▶ _What you should do_:
Scan the entries below. Return every line that includes "nodes".

-*-

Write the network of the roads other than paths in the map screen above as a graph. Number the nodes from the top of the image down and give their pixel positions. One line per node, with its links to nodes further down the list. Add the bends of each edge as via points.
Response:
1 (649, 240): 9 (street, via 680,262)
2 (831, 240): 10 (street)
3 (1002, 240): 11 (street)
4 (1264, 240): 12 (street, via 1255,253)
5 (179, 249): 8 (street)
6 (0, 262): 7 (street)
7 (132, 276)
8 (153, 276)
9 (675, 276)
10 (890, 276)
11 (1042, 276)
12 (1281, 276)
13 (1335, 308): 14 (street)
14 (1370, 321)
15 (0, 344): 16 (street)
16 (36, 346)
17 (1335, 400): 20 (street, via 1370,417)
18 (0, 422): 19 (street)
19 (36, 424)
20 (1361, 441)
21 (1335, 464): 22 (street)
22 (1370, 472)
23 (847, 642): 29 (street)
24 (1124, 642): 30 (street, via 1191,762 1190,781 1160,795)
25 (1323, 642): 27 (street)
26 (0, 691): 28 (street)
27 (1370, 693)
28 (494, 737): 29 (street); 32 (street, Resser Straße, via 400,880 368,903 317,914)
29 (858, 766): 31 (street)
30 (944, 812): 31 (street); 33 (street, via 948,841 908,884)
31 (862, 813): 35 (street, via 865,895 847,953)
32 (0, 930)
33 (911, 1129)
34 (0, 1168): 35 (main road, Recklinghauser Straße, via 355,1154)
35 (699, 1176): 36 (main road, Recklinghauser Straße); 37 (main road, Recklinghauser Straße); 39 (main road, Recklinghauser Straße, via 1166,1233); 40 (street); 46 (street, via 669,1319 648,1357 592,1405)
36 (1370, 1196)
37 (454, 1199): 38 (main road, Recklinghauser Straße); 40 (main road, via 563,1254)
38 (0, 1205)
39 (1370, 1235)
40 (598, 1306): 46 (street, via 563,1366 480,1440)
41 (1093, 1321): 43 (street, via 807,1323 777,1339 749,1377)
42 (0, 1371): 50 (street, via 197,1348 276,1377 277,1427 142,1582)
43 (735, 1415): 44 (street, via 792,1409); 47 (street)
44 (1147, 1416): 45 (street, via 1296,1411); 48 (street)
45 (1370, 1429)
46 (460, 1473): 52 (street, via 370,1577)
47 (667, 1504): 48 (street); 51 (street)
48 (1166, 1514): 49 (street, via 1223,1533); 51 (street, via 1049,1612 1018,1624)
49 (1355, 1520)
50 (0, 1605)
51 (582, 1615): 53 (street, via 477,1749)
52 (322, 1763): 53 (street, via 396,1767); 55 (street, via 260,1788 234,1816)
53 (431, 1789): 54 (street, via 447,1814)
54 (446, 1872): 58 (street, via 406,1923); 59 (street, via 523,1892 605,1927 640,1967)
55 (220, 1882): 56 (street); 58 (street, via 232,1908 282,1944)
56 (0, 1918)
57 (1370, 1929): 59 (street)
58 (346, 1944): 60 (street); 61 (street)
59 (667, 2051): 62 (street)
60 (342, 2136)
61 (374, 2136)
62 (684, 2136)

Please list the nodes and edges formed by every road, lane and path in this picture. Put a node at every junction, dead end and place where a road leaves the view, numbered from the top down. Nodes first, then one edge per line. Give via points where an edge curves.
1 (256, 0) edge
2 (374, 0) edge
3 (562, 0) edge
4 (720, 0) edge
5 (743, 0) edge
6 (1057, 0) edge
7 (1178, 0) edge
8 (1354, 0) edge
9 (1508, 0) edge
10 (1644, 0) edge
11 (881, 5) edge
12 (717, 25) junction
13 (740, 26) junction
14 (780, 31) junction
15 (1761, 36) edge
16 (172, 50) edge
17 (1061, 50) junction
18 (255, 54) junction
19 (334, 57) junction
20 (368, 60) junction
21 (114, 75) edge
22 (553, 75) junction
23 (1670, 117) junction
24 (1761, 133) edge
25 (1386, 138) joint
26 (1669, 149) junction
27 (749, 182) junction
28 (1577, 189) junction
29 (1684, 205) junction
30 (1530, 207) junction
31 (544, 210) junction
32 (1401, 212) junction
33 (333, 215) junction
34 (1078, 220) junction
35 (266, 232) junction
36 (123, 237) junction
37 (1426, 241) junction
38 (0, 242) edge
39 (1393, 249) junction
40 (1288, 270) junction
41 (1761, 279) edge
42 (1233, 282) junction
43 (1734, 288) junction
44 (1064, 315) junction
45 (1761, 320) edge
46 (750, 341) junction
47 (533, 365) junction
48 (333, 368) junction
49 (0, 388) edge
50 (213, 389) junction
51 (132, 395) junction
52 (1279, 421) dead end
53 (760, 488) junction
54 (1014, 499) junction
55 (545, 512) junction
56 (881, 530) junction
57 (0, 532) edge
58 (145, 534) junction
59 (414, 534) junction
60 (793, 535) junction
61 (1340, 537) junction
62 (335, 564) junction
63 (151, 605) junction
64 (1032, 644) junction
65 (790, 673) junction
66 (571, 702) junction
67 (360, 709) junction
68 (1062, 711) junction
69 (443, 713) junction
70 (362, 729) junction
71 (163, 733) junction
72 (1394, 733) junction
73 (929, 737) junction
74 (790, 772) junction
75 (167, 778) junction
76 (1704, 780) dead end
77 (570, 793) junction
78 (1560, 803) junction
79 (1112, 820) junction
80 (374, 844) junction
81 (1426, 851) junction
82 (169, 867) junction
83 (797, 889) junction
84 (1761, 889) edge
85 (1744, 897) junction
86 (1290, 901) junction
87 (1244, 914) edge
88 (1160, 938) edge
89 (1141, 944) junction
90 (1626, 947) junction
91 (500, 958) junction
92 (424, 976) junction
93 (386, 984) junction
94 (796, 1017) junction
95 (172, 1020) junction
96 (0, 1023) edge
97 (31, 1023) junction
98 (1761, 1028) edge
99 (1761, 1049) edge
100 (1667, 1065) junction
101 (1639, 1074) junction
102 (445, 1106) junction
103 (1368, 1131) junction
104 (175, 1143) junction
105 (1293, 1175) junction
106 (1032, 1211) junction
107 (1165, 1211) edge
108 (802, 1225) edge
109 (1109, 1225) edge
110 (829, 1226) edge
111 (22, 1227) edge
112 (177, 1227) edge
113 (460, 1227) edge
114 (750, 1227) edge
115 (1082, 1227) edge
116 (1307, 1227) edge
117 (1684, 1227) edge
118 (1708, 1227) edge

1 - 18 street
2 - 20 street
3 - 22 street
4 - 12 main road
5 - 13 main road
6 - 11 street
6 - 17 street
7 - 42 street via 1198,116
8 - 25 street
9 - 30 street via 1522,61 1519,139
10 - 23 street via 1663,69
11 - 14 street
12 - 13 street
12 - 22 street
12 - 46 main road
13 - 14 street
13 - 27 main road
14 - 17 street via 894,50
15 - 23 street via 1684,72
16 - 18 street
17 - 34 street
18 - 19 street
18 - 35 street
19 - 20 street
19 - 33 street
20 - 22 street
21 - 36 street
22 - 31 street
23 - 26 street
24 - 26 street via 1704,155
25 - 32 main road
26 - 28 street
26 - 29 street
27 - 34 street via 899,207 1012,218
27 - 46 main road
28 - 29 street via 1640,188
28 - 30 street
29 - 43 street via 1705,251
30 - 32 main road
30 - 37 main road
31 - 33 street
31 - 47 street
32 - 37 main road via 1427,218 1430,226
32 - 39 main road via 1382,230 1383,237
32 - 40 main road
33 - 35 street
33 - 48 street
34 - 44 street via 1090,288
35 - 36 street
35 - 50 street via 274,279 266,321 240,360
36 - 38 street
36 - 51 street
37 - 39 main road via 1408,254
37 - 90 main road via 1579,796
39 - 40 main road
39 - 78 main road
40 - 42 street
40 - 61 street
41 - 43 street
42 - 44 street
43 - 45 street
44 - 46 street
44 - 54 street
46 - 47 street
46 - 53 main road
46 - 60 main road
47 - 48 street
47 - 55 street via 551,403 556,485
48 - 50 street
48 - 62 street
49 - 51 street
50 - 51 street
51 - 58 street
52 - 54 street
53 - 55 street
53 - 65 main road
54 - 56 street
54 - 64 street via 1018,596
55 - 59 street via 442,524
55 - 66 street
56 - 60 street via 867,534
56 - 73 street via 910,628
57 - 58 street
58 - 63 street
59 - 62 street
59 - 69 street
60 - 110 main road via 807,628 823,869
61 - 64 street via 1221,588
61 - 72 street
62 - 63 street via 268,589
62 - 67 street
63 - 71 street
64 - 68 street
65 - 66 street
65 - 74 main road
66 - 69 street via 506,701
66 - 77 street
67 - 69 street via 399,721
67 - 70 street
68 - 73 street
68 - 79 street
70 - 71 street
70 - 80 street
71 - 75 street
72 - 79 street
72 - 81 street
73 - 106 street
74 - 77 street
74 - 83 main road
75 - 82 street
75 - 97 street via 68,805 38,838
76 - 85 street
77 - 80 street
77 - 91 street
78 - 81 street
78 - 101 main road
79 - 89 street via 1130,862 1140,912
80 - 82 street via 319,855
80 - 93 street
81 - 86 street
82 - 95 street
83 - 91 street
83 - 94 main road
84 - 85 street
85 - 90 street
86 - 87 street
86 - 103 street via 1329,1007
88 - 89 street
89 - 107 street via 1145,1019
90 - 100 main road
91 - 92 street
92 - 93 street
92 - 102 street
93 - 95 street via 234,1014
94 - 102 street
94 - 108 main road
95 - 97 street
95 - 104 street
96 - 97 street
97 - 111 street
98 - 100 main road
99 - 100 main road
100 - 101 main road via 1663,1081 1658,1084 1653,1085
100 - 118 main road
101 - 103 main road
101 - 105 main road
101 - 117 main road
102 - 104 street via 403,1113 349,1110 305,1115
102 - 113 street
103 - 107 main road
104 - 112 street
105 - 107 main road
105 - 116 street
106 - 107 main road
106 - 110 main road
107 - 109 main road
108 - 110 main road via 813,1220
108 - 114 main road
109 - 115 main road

-*-

▶ _Answer area_:
Write the network of the roads other than paths in the map screen above as a graph. Number the nodes from the top of the image down and give their pixel positions. One line per node, with its links to nodes further down the list. Add the bends of each edge as via points.
Please list the nodes and edges formed by every road, lane and path in this picture. Put a node at every junction, dead end and place where a road leaves the view, numbered from the top down. Nodes first, then one edge per line. Give via points where an edge curves.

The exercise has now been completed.